Admissions | Pearson

In this section, I will talk about topics such signal processing and system identification, optimization and machine learning. As I mentioned in the home page, all these subjects are actually connected, because (simply), they all use the same main logic. Below, I will mention about how these topics are connected. Then, I will briefly explain the main methods and techniques (that I encountered the most) within each different topic.

I will also talk about the books that I consider the most useful for each topic.

Of course, probability and math knowledge play a significant role. I will also explain which books provides good explanations of the math and probability needed for signal processing and system identification, optimization and machine learning.

I hope you will enjoy :)

Introduction

As I understood so far, I would like to say that entire signal processing/system identification and machine learning are based on the simple following relation: an input interacts with a system and creates an output (see the figure at right). In most cases, the optimization methods come into play to find the parameters of the system that produces the desired outputs.

For example, the goal of signal processing and machine learning is to design the filter coefficients or neural network or machine learning methods’ parameters to generate the desired outputs. So, optimization methods come into play to find the most optimum parameters to generate the desired outputs. The goal of system identification is to find the parameters of the systems using only the output or both the input and output. So, optimization methods come into play again to find the most optimum parameters that represent the system. Accordingly. in signal processing, the system can be considered to be the filter coefficients; in machine learning, the system can be considered to be a neural network (e.g., that performs image classification) or parameters of another machine learning method; and in system identification, the system can be considered to be the dynamic characteristics of a structure or an engine (below, I will talk more about what the systems can represent for different applications).

Now the tricky part: system identification and signal processing can be very difficult to differentiate. This is because, most of the time, the signals have specific features (e.g., specific frequencies, shapes, decay rates, phases… ), unless the signal is a pure random signal. Signals can have such features due to two reasons:

1) The signals can interact with a system, so they change their features. As an example, wind can cause a building to vibrate, and buildings have specific resonance frequencies, so if a signal is recorded from the building, it will have the characteristics of the building’s vibrational behavior.

2) The signals can be initially generated with specific features. For example, each word you say will create different acoustic waves with different frequencies.
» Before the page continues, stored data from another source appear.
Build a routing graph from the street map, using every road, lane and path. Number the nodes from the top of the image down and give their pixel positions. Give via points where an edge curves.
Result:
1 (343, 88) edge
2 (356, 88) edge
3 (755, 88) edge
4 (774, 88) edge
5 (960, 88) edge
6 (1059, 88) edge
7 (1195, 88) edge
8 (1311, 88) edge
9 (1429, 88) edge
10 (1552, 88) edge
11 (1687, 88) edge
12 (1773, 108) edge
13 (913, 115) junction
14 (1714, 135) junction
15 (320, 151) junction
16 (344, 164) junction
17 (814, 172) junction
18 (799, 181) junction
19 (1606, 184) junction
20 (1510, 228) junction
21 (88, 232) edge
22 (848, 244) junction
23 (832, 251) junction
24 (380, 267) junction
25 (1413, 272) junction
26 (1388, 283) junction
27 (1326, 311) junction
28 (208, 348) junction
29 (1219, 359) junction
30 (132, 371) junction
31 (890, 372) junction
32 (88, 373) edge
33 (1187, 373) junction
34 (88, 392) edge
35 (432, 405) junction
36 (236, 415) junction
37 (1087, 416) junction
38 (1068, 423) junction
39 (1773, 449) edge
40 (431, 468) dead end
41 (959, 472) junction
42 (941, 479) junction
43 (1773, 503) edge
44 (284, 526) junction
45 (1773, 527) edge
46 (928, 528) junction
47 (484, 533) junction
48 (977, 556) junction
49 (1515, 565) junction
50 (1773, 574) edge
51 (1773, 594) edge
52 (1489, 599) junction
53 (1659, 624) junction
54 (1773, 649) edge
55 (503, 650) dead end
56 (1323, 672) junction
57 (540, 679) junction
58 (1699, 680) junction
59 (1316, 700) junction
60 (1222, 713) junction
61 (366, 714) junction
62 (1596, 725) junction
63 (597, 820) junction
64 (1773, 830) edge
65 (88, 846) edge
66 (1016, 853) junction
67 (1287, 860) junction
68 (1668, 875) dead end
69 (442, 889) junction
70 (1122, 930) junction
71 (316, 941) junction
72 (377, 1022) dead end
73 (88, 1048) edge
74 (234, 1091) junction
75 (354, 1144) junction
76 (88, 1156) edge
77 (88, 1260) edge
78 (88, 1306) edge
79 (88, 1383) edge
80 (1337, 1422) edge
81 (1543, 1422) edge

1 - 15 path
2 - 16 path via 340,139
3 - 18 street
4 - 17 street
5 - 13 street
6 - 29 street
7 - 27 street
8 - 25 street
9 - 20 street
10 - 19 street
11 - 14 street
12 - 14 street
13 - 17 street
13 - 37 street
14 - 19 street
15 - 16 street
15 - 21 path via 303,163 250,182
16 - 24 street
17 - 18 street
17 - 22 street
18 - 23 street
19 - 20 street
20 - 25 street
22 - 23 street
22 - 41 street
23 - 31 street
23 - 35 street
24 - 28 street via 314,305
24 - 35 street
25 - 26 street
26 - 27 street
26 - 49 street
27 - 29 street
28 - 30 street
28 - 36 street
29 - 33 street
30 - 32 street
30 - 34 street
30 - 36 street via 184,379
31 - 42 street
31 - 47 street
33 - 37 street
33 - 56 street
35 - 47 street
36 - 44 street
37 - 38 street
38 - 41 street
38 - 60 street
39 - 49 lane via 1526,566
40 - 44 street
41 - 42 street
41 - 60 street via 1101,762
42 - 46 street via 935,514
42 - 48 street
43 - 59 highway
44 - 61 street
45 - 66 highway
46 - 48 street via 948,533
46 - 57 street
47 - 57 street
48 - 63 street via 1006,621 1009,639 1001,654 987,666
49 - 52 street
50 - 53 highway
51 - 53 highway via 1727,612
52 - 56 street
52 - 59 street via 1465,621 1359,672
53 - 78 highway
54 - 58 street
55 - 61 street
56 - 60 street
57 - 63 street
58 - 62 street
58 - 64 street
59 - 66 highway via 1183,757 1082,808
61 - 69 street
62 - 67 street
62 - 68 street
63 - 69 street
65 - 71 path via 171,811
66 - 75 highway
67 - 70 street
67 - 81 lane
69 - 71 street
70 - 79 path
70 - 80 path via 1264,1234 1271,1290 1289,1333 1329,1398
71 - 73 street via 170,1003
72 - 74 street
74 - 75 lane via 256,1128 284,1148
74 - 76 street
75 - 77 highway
Therefore, system identification can be applied to signals that are produced as a result of their interaction with systems (which represent real mechanisms). However, it is possible to model the signals that are created with specific features as the output of hypothetical systems. The book “Digital Signal Processing and Spectral Analysis for Scientists” explain this approach clearly. Consequently, many signal processing books will contain chapters regarding estimating the parameters of the signals, which gives the parameter of real or hypothetical systems.

Therefore, in my opinion, signal processing can be considered as system identification for many applications. Therefore, I will talk about signal processing and system identification together. Then, I will explain the method and techniques that are commonly used in different topics and applications. In addition, I will explain more in detail what the system represents for different topics and applications and where/when the optimization algorithms are used.

One more note that: Even training of neural networks and machine learning methods can be considered as system identification, because, if it is supervised learning, the input and outputs are used to determine the system that produces the outputs, and then new sets of input are used to determine the outputs of the new input sets. I will also explain this more in detail.

Signal Processing and system identification

The common use of signal processing is to filter the signals at specific frequencies, obtain the frequency content of signals, enhance specific features in the signals, reduce the noise (the unwanted signal component in the measurements) and estimate the parameters of signals (which brings the system identification side of signal processing).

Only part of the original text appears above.